La considerazione del profilo storico di alcune tirannidi (Corinto, Sicione, e più avanti Atene, Samo) renderà più evidenti sia i problemi già enunciati sia quelli che ci accingiamo ad affrontare in chiusura.

La via che conduce al porto Lecheo, da Corinto.

La via che conduce al porto Lecheo, da Corinto.

A instaurare la tirannide a Corinto, la città dell’Istmo, privando del potere politico l’aristocrazia assai esclusiva dei Bacchiadi, è Cipselo, il figlio di Labda, una donna zoppa dello stesso clan dei Bacchiadi, e di un uomo di nome Eezione (< aetós = “aquila”), del dēmos di Petra: che dēmos sia indicazione di luogo, o di ceto sociale, esso lega al territorio, assai più che al mare, le origini di Eezione. Si pone semmai, proprio per gli aristocratici Bacchiadi, il problema del loro rapporto col mare e col commercio, cioè con i traffici che si svolgono attraverso il territorio di Corinto e attraverso l’Istmo, sia in direzione longitudinale (tra Peloponneso e Grecia “continentale”) sia in direzione trasversale (tra Mar Egeo e Golfo Corinzio, e regioni ulteriori). Erodoto riporta tre oracoli, nel suo ampio resoconto dell’origine della tirannide a Corinto (un racconto di segno fondamentalmente negativo, essendo incluso nel discorso pronunciato dal corinzio Socle circa il 506 a.C., contro l’ipotesi spartana di restaurare ad Atene l’abbattuta tirannide di Ippia: un grande exemplum storico-politico, dunque).
Il primo degli oracoli, in ordine di tempo, rilasciati ai Bacchiadi (V 92 β 3) annunciava, con tono ostile verso il nascituro Cipselo, che un’aquila (aetós) avrebbe partorito «un forte e crudele leone, che avrebbe abbattuto molti». Gli altri due erano assai più favorevoli ad Eezione e a Cipselo. Quest’ultimo veniva paragonato (V 92 β 2) ad un macigno che, rotolando dall’alto, sarebbe piombato addosso ad ándres moúnarchoi (= “uomini tiranni”) ed avrebbe punito (o meglio «livellato») Corinto. L’altro oracolo (V 92 ε 2) esaltava la felicità di Cipselo visitatore del santuario delfico e prometteva a lui e ai suoi figli, ma non alla generazione dei nipoti, il regno sull’illustre Corinto. Sorti forse solo durante, o addirittura dopo, la tirannide dei Cipselidi, questi oracoli riflettono complessivamente una valutazione positiva di Cipselo.

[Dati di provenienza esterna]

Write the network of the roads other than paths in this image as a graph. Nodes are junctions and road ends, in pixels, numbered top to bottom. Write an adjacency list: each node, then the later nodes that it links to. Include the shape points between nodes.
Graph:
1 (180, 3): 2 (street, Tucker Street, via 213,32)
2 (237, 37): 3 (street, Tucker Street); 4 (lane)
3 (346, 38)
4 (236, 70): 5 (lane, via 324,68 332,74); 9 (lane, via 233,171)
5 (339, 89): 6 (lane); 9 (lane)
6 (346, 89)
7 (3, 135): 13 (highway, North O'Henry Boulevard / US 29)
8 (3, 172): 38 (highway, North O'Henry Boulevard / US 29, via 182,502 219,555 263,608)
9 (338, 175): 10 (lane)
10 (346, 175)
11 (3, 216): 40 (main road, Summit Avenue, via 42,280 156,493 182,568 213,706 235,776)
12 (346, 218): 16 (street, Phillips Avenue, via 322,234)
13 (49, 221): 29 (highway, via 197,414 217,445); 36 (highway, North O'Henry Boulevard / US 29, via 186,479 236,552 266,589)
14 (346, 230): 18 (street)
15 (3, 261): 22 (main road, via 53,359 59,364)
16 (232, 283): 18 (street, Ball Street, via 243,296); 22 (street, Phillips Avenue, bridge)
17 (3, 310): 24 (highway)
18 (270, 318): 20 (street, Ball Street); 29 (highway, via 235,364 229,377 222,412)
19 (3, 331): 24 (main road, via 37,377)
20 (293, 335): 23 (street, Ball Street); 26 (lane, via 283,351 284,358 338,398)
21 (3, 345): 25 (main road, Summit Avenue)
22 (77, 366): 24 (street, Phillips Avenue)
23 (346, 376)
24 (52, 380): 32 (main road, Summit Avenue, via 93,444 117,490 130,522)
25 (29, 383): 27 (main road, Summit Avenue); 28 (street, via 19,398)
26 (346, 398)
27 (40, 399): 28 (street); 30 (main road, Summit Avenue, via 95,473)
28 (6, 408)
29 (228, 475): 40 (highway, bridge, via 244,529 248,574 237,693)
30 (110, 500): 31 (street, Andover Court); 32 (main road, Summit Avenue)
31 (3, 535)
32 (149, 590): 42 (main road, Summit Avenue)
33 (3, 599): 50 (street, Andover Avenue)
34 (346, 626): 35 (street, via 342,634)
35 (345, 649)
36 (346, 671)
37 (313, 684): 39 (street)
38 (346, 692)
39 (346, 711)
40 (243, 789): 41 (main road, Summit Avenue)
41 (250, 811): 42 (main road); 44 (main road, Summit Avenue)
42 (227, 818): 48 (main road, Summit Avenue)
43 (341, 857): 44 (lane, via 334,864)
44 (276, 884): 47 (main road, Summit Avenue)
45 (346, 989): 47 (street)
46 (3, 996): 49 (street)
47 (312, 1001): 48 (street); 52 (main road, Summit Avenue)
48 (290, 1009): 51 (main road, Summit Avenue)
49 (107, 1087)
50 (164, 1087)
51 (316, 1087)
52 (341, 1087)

Interessante il fatto che ai Bacchiadi venga riservata quella qualifica di “monarchi”, cioè “tiranni”, che altrimenti sembrerebbe più idonea a qualificare il regime dei Cipselidi (Cipselo sembra invece valere come un autentico basileús, al confronto con i Bacchiadi).
Un riflesso è nel passo di Strabone (VIII C. 378) in cui la storia arcaica di Corinto, opulenta in virtù dl controllo delll’Istmo, è così rappresentata dal geografo: «i Bacchiadi, che furono tiranni, e numerosi e di stirpe nobile, detennero il potere per circa duecento anni e sfruttarono tranquillamente l’empórion; abbattutili, Cipselo prese la tirannide per sé, e la sua casa rimase fino alla terza generazione…». Cipselo, che nel racconto erodoteo è meno crudele del figlio Periandro, ma pur si macchia di delitti («perseguitò molti Corinzi, molti privò delle ricchezze, moltissimi della vita», V 92 ε 2), diventa invece un personaggio nettamente positivo al confronto col figlio nella letteratura del IV secolo a.C., cioè sia nella probabile fonte (Eforo) di Nicolao di Damasco, sia nello stesso Aristotele. L’opposizione tra padre e figlio – o persino tra una prima e una seconda fase del governo del padre – , perciò l’idea di un peggioramento progressivo del regime quanto a rapporti con l’aristocrazia, verso una forma più chiaramente tirannica, è così comune a tutta la tradizione. In Erodoto gli aspetti negativi sono ben presenti anche per Cipselo; Nicolao invece parla di un Cipselo valoroso, moderato, generoso verso il popolo, mite giudice nella sua qualità di polemarco, giusto nemico dei Bacchiadi, dei quali uno uccide e gli altri induce all’esilio a Corcira. Forse l’ostilità del giudizio erodoteo riflette troppo da vicino lo scopo del discorso di Socle (una requisitoria contro i mali della tirannide), per essere preso come una disinteressata testimonianza sul giudizio corrente su Cipselo; benché presenti alcuni inequivocabili tratti retorici e forse taluni anacronismi, il ritratto di Nicolao può dunque essere più vicino all’idea corrente su Cipselo e forse alla verità storica.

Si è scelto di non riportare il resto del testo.